▶
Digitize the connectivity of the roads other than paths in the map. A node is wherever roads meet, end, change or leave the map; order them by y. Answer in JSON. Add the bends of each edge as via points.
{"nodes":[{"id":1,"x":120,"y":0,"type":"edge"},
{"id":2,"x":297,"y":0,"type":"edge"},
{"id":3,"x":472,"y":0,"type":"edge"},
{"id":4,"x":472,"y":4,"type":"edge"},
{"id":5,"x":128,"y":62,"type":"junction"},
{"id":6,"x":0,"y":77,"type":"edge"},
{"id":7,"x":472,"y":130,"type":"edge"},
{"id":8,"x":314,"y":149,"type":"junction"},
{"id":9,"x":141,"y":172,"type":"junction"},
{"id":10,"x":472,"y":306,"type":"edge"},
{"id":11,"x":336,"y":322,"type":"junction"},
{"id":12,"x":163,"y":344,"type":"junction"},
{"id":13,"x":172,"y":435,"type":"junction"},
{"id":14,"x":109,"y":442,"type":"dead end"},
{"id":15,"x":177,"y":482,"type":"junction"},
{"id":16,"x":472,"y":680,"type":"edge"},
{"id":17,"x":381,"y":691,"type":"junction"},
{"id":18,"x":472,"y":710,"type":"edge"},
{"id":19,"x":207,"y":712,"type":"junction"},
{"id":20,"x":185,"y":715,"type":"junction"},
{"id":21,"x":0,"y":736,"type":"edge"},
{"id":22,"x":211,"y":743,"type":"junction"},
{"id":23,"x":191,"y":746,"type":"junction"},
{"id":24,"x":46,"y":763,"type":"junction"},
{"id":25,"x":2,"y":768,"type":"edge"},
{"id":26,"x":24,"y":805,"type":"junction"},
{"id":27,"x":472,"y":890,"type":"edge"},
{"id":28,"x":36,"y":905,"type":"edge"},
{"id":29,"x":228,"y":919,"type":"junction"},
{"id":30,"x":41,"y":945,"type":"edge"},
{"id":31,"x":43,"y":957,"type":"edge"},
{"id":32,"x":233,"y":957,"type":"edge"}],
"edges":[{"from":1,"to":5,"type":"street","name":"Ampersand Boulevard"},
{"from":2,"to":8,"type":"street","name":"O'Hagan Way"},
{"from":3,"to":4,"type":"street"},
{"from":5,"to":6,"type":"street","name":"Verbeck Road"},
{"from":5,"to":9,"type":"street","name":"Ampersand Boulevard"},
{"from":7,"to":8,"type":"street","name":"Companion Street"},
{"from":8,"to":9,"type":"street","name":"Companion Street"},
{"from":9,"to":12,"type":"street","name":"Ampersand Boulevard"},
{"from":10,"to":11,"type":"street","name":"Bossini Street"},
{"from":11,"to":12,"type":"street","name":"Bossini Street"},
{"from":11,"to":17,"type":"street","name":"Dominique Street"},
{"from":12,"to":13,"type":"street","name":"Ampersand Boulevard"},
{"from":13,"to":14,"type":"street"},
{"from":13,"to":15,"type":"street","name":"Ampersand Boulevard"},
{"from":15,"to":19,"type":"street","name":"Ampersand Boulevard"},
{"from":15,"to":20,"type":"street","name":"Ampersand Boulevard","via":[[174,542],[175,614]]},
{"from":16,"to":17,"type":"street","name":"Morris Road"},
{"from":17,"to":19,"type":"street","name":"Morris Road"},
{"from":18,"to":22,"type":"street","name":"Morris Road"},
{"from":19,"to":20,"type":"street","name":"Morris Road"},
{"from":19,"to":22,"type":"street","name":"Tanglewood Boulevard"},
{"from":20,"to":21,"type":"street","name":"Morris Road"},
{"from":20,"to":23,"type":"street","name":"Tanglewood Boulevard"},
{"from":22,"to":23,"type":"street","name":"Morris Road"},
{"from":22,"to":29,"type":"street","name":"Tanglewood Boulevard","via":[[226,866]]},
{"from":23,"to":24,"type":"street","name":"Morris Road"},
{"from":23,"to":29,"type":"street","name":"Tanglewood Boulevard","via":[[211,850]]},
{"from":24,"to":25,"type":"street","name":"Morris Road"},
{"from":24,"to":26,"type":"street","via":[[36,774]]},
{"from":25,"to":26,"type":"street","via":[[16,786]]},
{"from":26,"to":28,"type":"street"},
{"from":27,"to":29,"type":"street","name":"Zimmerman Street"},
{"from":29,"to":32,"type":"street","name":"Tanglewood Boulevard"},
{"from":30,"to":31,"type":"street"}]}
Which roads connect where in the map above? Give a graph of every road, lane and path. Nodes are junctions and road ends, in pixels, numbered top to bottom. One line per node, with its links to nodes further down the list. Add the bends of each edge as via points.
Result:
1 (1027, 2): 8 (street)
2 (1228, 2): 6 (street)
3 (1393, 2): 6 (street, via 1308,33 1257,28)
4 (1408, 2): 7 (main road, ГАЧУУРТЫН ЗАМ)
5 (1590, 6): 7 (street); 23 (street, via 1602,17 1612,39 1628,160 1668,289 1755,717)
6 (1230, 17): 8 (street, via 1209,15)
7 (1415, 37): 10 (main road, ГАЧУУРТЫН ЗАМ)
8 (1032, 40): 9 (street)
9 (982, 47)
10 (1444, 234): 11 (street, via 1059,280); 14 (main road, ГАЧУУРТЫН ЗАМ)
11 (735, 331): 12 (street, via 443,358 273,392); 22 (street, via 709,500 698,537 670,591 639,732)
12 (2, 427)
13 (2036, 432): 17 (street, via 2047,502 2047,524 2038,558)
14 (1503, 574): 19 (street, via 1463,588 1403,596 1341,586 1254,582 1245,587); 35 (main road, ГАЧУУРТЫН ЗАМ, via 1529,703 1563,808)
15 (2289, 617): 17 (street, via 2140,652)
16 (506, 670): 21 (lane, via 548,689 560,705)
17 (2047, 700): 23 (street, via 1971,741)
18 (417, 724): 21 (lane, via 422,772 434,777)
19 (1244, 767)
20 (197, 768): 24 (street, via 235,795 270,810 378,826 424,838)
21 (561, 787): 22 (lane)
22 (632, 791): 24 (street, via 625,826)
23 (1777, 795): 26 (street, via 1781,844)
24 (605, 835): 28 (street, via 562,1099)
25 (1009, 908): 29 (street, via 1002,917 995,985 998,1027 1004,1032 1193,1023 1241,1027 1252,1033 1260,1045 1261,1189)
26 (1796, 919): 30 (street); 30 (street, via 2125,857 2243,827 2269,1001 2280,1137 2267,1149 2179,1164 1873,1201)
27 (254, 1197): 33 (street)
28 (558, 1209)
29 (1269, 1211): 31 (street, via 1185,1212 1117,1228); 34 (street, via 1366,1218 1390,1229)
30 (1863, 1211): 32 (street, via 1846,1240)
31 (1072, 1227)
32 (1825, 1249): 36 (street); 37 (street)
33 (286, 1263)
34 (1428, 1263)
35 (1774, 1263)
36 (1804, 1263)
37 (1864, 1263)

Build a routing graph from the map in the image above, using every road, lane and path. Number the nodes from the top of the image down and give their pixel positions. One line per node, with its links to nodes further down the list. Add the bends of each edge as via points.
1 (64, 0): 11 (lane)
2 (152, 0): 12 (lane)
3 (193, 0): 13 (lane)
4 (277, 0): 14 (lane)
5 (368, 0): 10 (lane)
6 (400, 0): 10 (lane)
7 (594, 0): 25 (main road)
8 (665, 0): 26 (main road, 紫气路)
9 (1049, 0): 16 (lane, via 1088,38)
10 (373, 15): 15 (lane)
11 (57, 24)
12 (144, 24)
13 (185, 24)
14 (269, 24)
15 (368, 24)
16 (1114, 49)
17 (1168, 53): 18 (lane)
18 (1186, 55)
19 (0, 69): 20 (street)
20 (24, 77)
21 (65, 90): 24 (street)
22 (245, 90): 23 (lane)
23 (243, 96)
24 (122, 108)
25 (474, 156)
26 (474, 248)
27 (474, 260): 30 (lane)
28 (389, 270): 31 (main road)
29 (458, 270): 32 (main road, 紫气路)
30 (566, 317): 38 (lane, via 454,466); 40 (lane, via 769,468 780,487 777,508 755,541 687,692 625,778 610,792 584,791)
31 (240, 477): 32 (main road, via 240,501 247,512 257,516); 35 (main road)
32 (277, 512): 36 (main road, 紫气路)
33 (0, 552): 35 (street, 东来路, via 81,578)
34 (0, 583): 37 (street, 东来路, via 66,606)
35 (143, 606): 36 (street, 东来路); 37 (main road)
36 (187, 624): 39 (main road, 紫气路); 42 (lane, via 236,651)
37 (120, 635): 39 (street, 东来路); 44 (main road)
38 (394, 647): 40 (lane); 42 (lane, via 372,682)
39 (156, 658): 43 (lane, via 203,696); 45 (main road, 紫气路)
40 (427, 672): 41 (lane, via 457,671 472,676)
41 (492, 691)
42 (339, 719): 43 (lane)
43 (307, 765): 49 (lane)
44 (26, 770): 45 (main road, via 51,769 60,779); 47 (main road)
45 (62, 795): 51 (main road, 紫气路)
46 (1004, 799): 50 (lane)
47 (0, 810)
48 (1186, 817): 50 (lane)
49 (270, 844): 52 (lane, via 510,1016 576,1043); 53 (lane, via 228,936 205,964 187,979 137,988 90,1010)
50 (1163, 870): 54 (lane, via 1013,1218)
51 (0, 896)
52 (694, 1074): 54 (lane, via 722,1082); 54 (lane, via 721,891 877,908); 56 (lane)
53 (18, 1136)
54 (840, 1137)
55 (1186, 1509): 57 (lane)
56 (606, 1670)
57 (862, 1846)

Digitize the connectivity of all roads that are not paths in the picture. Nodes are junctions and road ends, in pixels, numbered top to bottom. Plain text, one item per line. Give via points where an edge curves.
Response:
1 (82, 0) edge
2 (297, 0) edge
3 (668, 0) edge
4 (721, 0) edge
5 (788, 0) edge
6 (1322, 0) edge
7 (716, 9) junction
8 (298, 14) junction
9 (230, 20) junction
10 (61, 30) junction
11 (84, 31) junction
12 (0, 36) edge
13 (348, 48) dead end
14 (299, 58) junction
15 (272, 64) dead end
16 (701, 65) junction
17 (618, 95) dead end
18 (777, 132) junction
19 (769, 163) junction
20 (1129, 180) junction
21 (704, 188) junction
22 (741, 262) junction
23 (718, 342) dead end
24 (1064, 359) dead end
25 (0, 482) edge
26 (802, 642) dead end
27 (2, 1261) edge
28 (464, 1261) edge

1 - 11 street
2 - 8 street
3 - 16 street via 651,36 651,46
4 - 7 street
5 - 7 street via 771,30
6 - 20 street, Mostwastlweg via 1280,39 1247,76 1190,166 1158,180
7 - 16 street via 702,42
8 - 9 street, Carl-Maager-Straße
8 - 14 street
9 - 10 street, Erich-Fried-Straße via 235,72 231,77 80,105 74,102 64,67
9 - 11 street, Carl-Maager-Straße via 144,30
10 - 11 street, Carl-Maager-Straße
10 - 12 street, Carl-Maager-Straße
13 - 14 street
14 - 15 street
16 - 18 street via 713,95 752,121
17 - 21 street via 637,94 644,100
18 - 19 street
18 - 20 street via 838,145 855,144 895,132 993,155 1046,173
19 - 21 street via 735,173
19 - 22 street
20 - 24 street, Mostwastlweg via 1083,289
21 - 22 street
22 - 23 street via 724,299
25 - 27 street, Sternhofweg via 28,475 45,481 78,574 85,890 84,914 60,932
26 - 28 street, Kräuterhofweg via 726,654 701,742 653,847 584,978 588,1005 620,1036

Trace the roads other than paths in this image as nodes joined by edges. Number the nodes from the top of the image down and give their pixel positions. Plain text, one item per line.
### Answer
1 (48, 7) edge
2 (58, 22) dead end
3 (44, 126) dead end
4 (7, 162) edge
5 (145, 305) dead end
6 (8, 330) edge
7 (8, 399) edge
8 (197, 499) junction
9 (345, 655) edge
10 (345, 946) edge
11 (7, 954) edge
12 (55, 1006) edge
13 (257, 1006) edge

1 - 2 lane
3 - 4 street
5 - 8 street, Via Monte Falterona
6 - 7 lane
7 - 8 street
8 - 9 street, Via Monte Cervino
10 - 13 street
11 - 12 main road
◀
**TASK INSTRUCTIONS**
Report back each line of the entries that holds the string "Companion".

**EXERCISE SOLUTION**
{"from":7,"to":8,"type":"street","name":"Companion Street"},
{"from":8,"to":9,"type":"street","name":"Companion Street"},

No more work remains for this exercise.